## DATA PROVIDED

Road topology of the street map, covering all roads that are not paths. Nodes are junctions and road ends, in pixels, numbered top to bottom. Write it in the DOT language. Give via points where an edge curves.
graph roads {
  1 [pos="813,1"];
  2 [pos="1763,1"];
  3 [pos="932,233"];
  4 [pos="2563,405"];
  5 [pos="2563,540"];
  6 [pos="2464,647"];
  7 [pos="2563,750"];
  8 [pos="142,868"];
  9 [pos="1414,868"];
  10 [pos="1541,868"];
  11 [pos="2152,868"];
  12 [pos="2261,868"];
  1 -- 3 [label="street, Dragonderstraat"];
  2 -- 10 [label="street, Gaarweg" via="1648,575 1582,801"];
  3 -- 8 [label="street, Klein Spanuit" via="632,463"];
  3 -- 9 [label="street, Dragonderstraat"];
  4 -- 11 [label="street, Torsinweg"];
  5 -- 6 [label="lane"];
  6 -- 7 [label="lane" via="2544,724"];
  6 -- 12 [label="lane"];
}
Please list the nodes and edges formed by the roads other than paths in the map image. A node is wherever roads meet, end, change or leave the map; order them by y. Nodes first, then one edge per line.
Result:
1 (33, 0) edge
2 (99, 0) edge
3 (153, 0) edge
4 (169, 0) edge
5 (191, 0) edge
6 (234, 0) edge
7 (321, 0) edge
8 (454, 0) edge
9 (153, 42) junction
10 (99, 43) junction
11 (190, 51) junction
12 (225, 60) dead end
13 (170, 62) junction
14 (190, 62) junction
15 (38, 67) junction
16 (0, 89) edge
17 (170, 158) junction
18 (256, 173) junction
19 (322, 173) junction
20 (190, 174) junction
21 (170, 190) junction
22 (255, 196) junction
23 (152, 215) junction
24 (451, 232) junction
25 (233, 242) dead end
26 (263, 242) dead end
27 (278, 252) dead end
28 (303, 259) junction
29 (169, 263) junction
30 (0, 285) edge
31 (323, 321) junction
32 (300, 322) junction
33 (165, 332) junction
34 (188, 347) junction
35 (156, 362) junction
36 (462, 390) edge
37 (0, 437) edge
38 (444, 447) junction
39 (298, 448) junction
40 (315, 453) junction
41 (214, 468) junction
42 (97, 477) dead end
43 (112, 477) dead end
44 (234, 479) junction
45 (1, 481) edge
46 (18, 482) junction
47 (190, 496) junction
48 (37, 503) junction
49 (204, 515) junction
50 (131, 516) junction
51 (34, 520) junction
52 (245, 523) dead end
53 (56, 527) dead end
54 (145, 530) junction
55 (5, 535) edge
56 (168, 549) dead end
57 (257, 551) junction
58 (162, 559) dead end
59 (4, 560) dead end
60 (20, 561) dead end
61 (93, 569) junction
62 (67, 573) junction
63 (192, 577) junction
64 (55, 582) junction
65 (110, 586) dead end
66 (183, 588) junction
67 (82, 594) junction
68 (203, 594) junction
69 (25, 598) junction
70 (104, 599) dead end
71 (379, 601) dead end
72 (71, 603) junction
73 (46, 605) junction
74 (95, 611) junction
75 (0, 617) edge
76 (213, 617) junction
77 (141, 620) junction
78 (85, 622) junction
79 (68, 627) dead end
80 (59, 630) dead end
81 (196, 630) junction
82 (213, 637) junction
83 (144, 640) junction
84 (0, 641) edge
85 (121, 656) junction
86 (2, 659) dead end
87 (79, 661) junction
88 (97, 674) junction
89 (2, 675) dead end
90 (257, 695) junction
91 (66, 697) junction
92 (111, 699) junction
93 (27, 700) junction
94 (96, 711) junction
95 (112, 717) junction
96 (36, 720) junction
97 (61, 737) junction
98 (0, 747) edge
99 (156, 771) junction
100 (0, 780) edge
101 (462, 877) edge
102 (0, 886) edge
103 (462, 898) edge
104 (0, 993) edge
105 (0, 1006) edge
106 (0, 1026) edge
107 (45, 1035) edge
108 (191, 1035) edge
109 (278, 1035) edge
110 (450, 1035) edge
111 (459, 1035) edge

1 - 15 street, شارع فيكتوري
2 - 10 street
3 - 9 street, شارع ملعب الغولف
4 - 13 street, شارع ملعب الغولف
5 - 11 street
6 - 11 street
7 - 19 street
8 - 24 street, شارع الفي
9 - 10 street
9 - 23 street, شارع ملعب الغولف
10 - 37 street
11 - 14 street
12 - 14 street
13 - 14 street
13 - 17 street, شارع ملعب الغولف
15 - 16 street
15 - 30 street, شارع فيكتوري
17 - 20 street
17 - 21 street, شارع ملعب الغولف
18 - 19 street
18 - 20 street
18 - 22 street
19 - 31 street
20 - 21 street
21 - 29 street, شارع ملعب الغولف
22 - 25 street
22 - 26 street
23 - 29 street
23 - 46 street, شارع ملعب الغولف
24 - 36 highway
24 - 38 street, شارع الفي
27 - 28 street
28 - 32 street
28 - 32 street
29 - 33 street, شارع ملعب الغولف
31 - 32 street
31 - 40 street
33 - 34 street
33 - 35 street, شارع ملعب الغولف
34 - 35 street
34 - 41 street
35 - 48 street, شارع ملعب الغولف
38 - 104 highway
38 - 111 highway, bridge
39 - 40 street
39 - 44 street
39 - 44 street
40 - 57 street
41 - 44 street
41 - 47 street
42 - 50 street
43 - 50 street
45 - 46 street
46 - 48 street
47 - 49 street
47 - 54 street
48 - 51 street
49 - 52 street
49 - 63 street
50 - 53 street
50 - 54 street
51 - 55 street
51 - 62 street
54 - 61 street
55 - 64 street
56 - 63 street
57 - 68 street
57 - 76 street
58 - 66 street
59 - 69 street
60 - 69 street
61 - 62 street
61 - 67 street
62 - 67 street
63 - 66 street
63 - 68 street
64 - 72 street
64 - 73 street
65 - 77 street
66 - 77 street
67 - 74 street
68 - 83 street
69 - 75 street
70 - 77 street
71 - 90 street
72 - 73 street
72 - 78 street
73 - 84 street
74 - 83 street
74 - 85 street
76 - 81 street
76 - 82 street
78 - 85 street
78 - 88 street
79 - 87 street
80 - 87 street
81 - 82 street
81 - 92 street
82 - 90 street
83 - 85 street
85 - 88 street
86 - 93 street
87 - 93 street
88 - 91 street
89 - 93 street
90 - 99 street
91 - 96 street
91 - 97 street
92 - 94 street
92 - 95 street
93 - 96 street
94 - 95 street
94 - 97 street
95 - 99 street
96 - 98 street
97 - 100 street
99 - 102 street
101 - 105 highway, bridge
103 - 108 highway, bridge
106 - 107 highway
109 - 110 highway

## WHAT IS EXPECTED
Retype only this range exactly: the first line of the data through the line where "Please list the" appears.

## ANSWER SECTION
Road topology of the street map, covering all roads that are not paths. Nodes are junctions and road ends, in pixels, numbered top to bottom. Write it in the DOT language. Give via points where an edge curves.
graph roads {
  1 [pos="813,1"];
  2 [pos="1763,1"];
  3 [pos="932,233"];
  4 [pos="2563,405"];
  5 [pos="2563,540"];
  6 [pos="2464,647"];
  7 [pos="2563,750"];
  8 [pos="142,868"];
  9 [pos="1414,868"];
  10 [pos="1541,868"];
  11 [pos="2152,868"];
  12 [pos="2261,868"];
  1 -- 3 [label="street, Dragonderstraat"];
  2 -- 10 [label="street, Gaarweg" via="1648,575 1582,801"];
  3 -- 8 [label="street, Klein Spanuit" via="632,463"];
  3 -- 9 [label="street, Dragonderstraat"];
  4 -- 11 [label="street, Torsinweg"];
  5 -- 6 [label="lane"];
  6 -- 7 [label="lane" via="2544,724"];
  6 -- 12 [label="lane"];
}
Please list the nodes and edges formed by the roads other than paths in the map image. A node is wherever roads meet, end, change or leave the map; order them by y. Nodes first, then one edge per line.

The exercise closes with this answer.